++++ RECORDS ++++
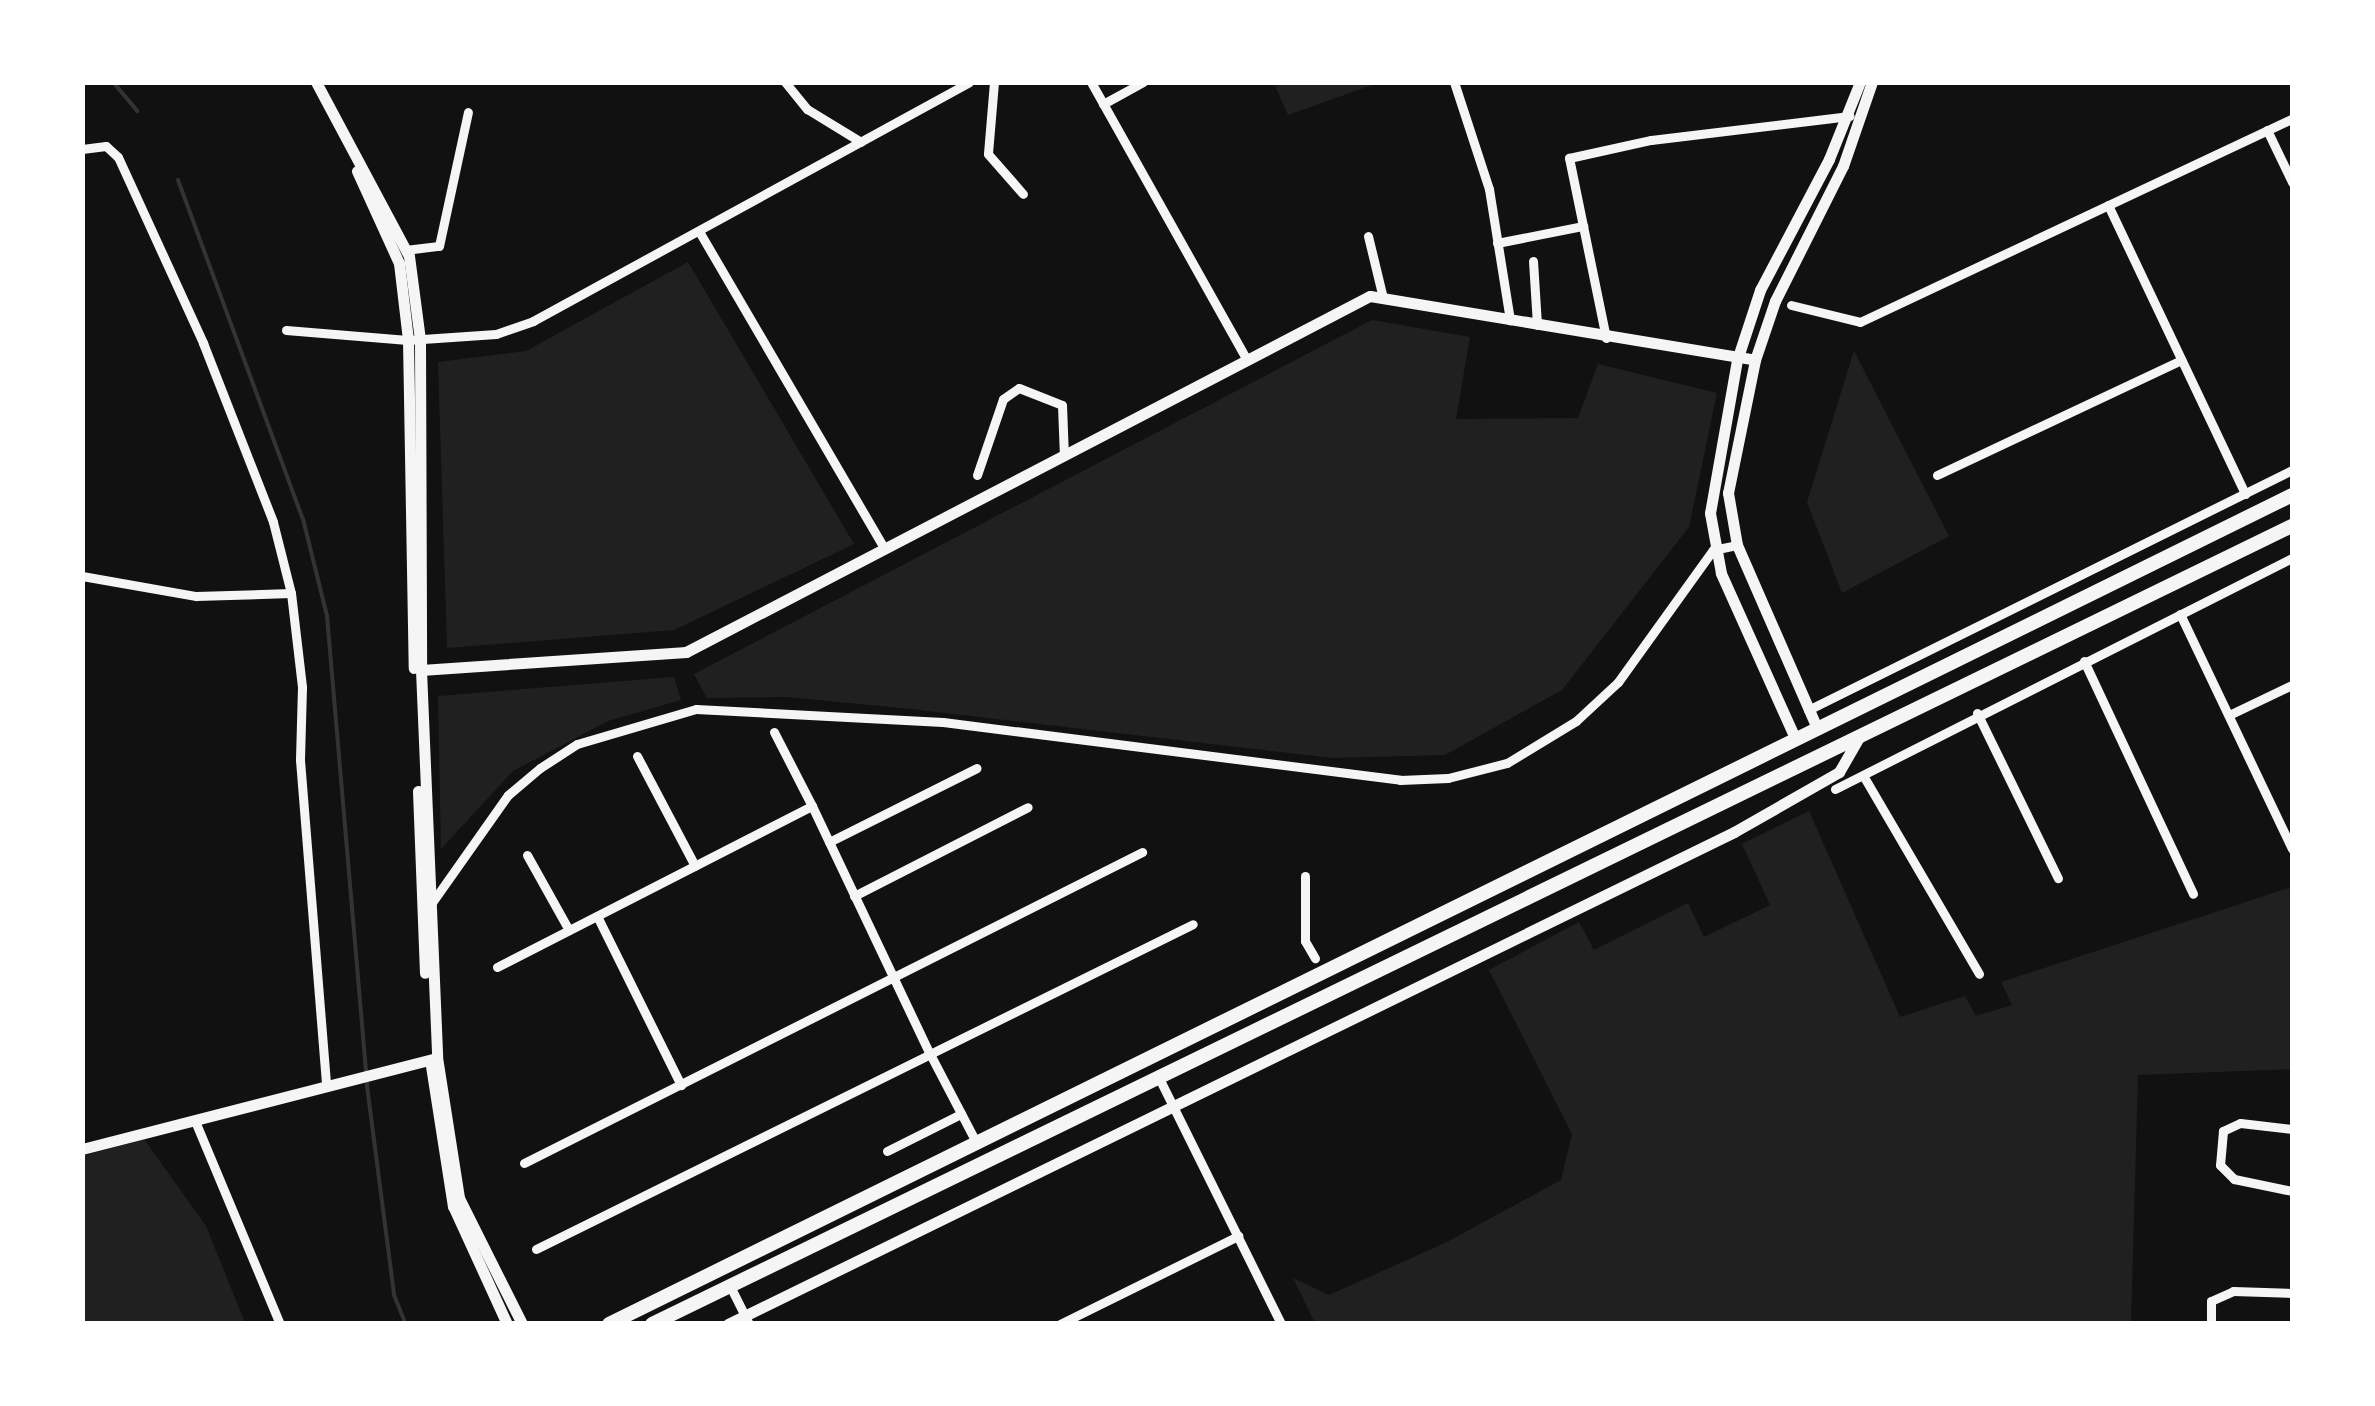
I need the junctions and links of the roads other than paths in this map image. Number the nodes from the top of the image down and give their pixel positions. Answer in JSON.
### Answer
{"nodes":[{"id":1,"x":316,"y":82,"type":"edge"},
{"id":2,"x":969,"y":82,"type":"edge"},
{"id":3,"x":994,"y":82,"type":"edge"},
{"id":4,"x":1091,"y":82,"type":"edge"},
{"id":5,"x":1143,"y":82,"type":"edge"},
{"id":6,"x":1454,"y":82,"type":"edge"},
{"id":7,"x":1860,"y":82,"type":"edge"},
{"id":8,"x":1872,"y":82,"type":"edge"},
{"id":9,"x":785,"y":83,"type":"edge"},
{"id":10,"x":1104,"y":104,"type":"junction"},
{"id":11,"x":468,"y":112,"type":"dead end"},
{"id":12,"x":1850,"y":116,"type":"junction"},
{"id":13,"x":2292,"y":119,"type":"edge"},
{"id":14,"x":2267,"y":130,"type":"junction"},
{"id":15,"x":862,"y":142,"type":"junction"},
{"id":16,"x":351,"y":148,"type":"junction"},
{"id":17,"x":82,"y":149,"type":"edge"},
{"id":18,"x":1829,"y":159,"type":"junction"},
{"id":19,"x":1843,"y":166,"type":"junction"},
{"id":20,"x":2292,"y":182,"type":"edge"},
{"id":21,"x":1023,"y":194,"type":"dead end"},
{"id":22,"x":2108,"y":205,"type":"junction"},
{"id":23,"x":1583,"y":226,"type":"junction"},
{"id":24,"x":700,"y":232,"type":"junction"},
{"id":25,"x":1368,"y":236,"type":"dead end"},
{"id":26,"x":1496,"y":243,"type":"junction"},
{"id":27,"x":405,"y":250,"type":"junction"},
{"id":28,"x":1533,"y":261,"type":"dead end"},
{"id":29,"x":1383,"y":298,"type":"junction"},
{"id":30,"x":1791,"y":305,"type":"dead end"},
{"id":31,"x":1510,"y":320,"type":"junction"},
{"id":32,"x":1536,"y":325,"type":"junction"},
{"id":33,"x":286,"y":330,"type":"dead end"},
{"id":34,"x":414,"y":340,"type":"junction"},
{"id":35,"x":1606,"y":340,"type":"junction"},
{"id":36,"x":1247,"y":360,"type":"junction"},
{"id":37,"x":1737,"y":360,"type":"junction"},
{"id":38,"x":1754,"y":360,"type":"junction"},
{"id":39,"x":2181,"y":360,"type":"junction"},
{"id":40,"x":1064,"y":456,"type":"junction"},
{"id":41,"x":2292,"y":470,"type":"edge"},
{"id":42,"x":977,"y":475,"type":"dead end"},
{"id":43,"x":1937,"y":475,"type":"dead end"},
{"id":44,"x":2244,"y":494,"type":"junction"},
{"id":45,"x":2292,"y":495,"type":"edge"},
{"id":46,"x":2292,"y":526,"type":"edge"},
{"id":47,"x":1738,"y":545,"type":"junction"},
{"id":48,"x":886,"y":548,"type":"junction"},
{"id":49,"x":1713,"y":550,"type":"junction"},
{"id":50,"x":2292,"y":558,"type":"edge"},
{"id":51,"x":82,"y":576,"type":"edge"},
{"id":52,"x":291,"y":593,"type":"junction"},
{"id":53,"x":2180,"y":614,"type":"junction"},
{"id":54,"x":1776,"y":634,"type":"junction"},
{"id":55,"x":1752,"y":644,"type":"junction"},
{"id":56,"x":2084,"y":661,"type":"junction"},
{"id":57,"x":422,"y":670,"type":"junction"},
{"id":58,"x":1796,"y":681,"type":"junction"},
{"id":59,"x":2292,"y":685,"type":"edge"},
{"id":60,"x":1774,"y":689,"type":"junction"},
{"id":61,"x":1808,"y":710,"type":"junction"},
{"id":62,"x":1977,"y":713,"type":"junction"},
{"id":63,"x":2229,"y":715,"type":"junction"},
{"id":64,"x":1816,"y":728,"type":"junction"},
{"id":65,"x":774,"y":732,"type":"dead end"},
{"id":66,"x":1795,"y":738,"type":"junction"},
{"id":67,"x":1858,"y":739,"type":"junction"},
{"id":68,"x":637,"y":756,"type":"dead end"},
{"id":69,"x":978,"y":768,"type":"dead end"},
{"id":70,"x":1864,"y":777,"type":"junction"},
{"id":71,"x":1836,"y":790,"type":"dead end"},
{"id":72,"x":812,"y":806,"type":"junction"},
{"id":73,"x":1028,"y":807,"type":"dead end"},
{"id":74,"x":829,"y":842,"type":"junction"},
{"id":75,"x":2292,"y":849,"type":"edge"},
{"id":76,"x":1142,"y":852,"type":"dead end"},
{"id":77,"x":527,"y":855,"type":"dead end"},
{"id":78,"x":696,"y":866,"type":"junction"},
{"id":79,"x":1306,"y":876,"type":"dead end"},
{"id":80,"x":2058,"y":878,"type":"dead end"},
{"id":81,"x":2194,"y":894,"type":"dead end"},
{"id":82,"x":854,"y":896,"type":"junction"},
{"id":83,"x":430,"y":908,"type":"junction"},
{"id":84,"x":597,"y":916,"type":"junction"},
{"id":85,"x":1192,"y":924,"type":"dead end"},
{"id":86,"x":569,"y":930,"type":"junction"},
{"id":87,"x":1315,"y":958,"type":"dead end"},
{"id":88,"x":497,"y":967,"type":"dead end"},
{"id":89,"x":1979,"y":974,"type":"dead end"},
{"id":90,"x":894,"y":980,"type":"junction"},
{"id":91,"x":930,"y":1054,"type":"junction"},
{"id":92,"x":434,"y":1058,"type":"junction"},
{"id":93,"x":1158,"y":1076,"type":"junction"},
{"id":94,"x":326,"y":1084,"type":"junction"},
{"id":95,"x":681,"y":1085,"type":"junction"},
{"id":96,"x":1173,"y":1106,"type":"junction"},
{"id":97,"x":962,"y":1114,"type":"junction"},
{"id":98,"x":195,"y":1121,"type":"junction"},
{"id":99,"x":2292,"y":1129,"type":"edge"},
{"id":100,"x":976,"y":1142,"type":"junction"},
{"id":101,"x":82,"y":1149,"type":"edge"},
{"id":102,"x":887,"y":1151,"type":"dead end"},
{"id":103,"x":524,"y":1163,"type":"dead end"},
{"id":104,"x":2292,"y":1191,"type":"edge"},
{"id":105,"x":1238,"y":1236,"type":"junction"},
{"id":106,"x":536,"y":1249,"type":"dead end"},
{"id":107,"x":730,"y":1286,"type":"junction"},
{"id":108,"x":2292,"y":1293,"type":"edge"},
{"id":109,"x":747,"y":1319,"type":"edge"},
{"id":110,"x":1066,"y":1322,"type":"edge"},
{"id":111,"x":280,"y":1324,"type":"edge"},
{"id":112,"x":507,"y":1324,"type":"edge"},
{"id":113,"x":522,"y":1324,"type":"edge"},
{"id":114,"x":609,"y":1324,"type":"edge"},
{"id":115,"x":652,"y":1324,"type":"edge"},
{"id":116,"x":728,"y":1324,"type":"edge"},
{"id":117,"x":1281,"y":1324,"type":"edge"},
{"id":118,"x":2212,"y":1324,"type":"edge"}],
"edges":[{"from":1,"to":16,"type":"street"},
{"from":2,"to":15,"type":"street"},
{"from":3,"to":21,"type":"street"},
{"from":4,"to":10,"type":"street"},
{"from":5,"to":10,"type":"street"},
{"from":6,"to":26,"type":"street"},
{"from":7,"to":12,"type":"street"},
{"from":8,"to":19,"type":"street"},
{"from":9,"to":15,"type":"street"},
{"from":10,"to":36,"type":"street"},
{"from":11,"to":27,"type":"street"},
{"from":12,"to":18,"type":"street"},
{"from":12,"to":23,"type":"street"},
{"from":13,"to":14,"type":"street"},
{"from":14,"to":20,"type":"street"},
{"from":14,"to":22,"type":"street"},
{"from":15,"to":24,"type":"street"},
{"from":16,"to":27,"type":"street"},
{"from":16,"to":34,"type":"street"},
{"from":17,"to":52,"type":"street"},
{"from":18,"to":19,"type":"street"},
{"from":18,"to":37,"type":"street"},
{"from":19,"to":38,"type":"street"},
{"from":22,"to":30,"type":"street"},
{"from":22,"to":39,"type":"street"},
{"from":23,"to":26,"type":"street"},
{"from":23,"to":35,"type":"street"},
{"from":24,"to":34,"type":"street"},
{"from":24,"to":48,"type":"street"},
{"from":25,"to":29,"type":"street"},
{"from":26,"to":31,"type":"street"},
{"from":27,"to":34,"type":"street"},
{"from":28,"to":32,"type":"street"},
{"from":29,"to":31,"type":"street"},
{"from":29,"to":36,"type":"street"},
{"from":31,"to":32,"type":"street"},
{"from":32,"to":35,"type":"street"},
{"from":33,"to":34,"type":"street"},
{"from":34,"to":57,"type":"street"},
{"from":34,"to":92,"type":"street"},
{"from":35,"to":37,"type":"street"},
{"from":36,"to":40,"type":"street"},
{"from":37,"to":38,"type":"street"},
{"from":37,"to":49,"type":"street"},
{"from":38,"to":47,"type":"street"},
{"from":39,"to":43,"type":"street"},
{"from":39,"to":44,"type":"street"},
{"from":40,"to":42,"type":"street"},
{"from":40,"to":48,"type":"street"},
{"from":41,"to":44,"type":"street"},
{"from":44,"to":61,"type":"street"},
{"from":45,"to":64,"type":"main road"},
{"from":46,"to":67,"type":"main road"},
{"from":47,"to":49,"type":"street"},
{"from":47,"to":54,"type":"street"},
{"from":48,"to":57,"type":"street"},
{"from":49,"to":55,"type":"street"},
{"from":49,"to":83,"type":"street"},
{"from":50,"to":53,"type":"street"},
{"from":51,"to":52,"type":"street"},
{"from":52,"to":94,"type":"street"},
{"from":53,"to":56,"type":"street"},
{"from":53,"to":63,"type":"street"},
{"from":54,"to":55,"type":"street"},
{"from":54,"to":58,"type":"street"},
{"from":55,"to":60,"type":"street"},
{"from":56,"to":62,"type":"street"},
{"from":56,"to":81,"type":"street"},
{"from":57,"to":83,"type":"street"},
{"from":58,"to":60,"type":"street"},
{"from":58,"to":61,"type":"street"},
{"from":59,"to":63,"type":"street"},
{"from":60,"to":66,"type":"street"},
{"from":61,"to":64,"type":"street"},
{"from":62,"to":70,"type":"street"},
{"from":62,"to":80,"type":"street"},
{"from":63,"to":75,"type":"street"},
{"from":64,"to":66,"type":"main road"},
{"from":65,"to":72,"type":"street"},
{"from":66,"to":100,"type":"main road"},
{"from":67,"to":93,"type":"main road"},
{"from":67,"to":96,"type":"street"},
{"from":68,"to":78,"type":"street"},
{"from":69,"to":74,"type":"street"},
{"from":70,"to":71,"type":"street"},
{"from":70,"to":89,"type":"street"},
{"from":72,"to":74,"type":"street"},
{"from":72,"to":78,"type":"street"},
{"from":73,"to":82,"type":"street"},
{"from":74,"to":82,"type":"street"},
{"from":76,"to":90,"type":"street"},
{"from":77,"to":86,"type":"street"},
{"from":78,"to":84,"type":"street"},
{"from":79,"to":87,"type":"street"},
{"from":82,"to":90,"type":"street"},
{"from":83,"to":92,"type":"street"},
{"from":84,"to":86,"type":"street"},
{"from":84,"to":95,"type":"street"},
{"from":85,"to":91,"type":"street"},
{"from":86,"to":88,"type":"street"},
{"from":90,"to":91,"type":"street"},
{"from":90,"to":95,"type":"street"},
{"from":91,"to":97,"type":"street"},
{"from":91,"to":106,"type":"street"},
{"from":92,"to":94,"type":"street"},
{"from":92,"to":112,"type":"street"},
{"from":92,"to":113,"type":"street"},
{"from":93,"to":96,"type":"street"},
{"from":93,"to":107,"type":"main road"},
{"from":94,"to":98,"type":"street"},
{"from":95,"to":103,"type":"street"},
{"from":96,"to":105,"type":"street"},
{"from":96,"to":109,"type":"street"},
{"from":97,"to":100,"type":"street"},
{"from":97,"to":102,"type":"street"},
{"from":98,"to":101,"type":"street"},
{"from":98,"to":111,"type":"street"},
{"from":99,"to":104,"type":"street"},
{"from":100,"to":114,"type":"main road"},
{"from":105,"to":110,"type":"street"},
{"from":105,"to":117,"type":"street"},
{"from":107,"to":109,"type":"street"},
{"from":107,"to":115,"type":"main road"},
{"from":108,"to":118,"type":"street"},
{"from":109,"to":116,"type":"street"}]}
++++
TRY IT ▸ What is the number of lines in these records that contain "nodes"? Reply with the number only.

EXERCISE ANSWER ▸ 2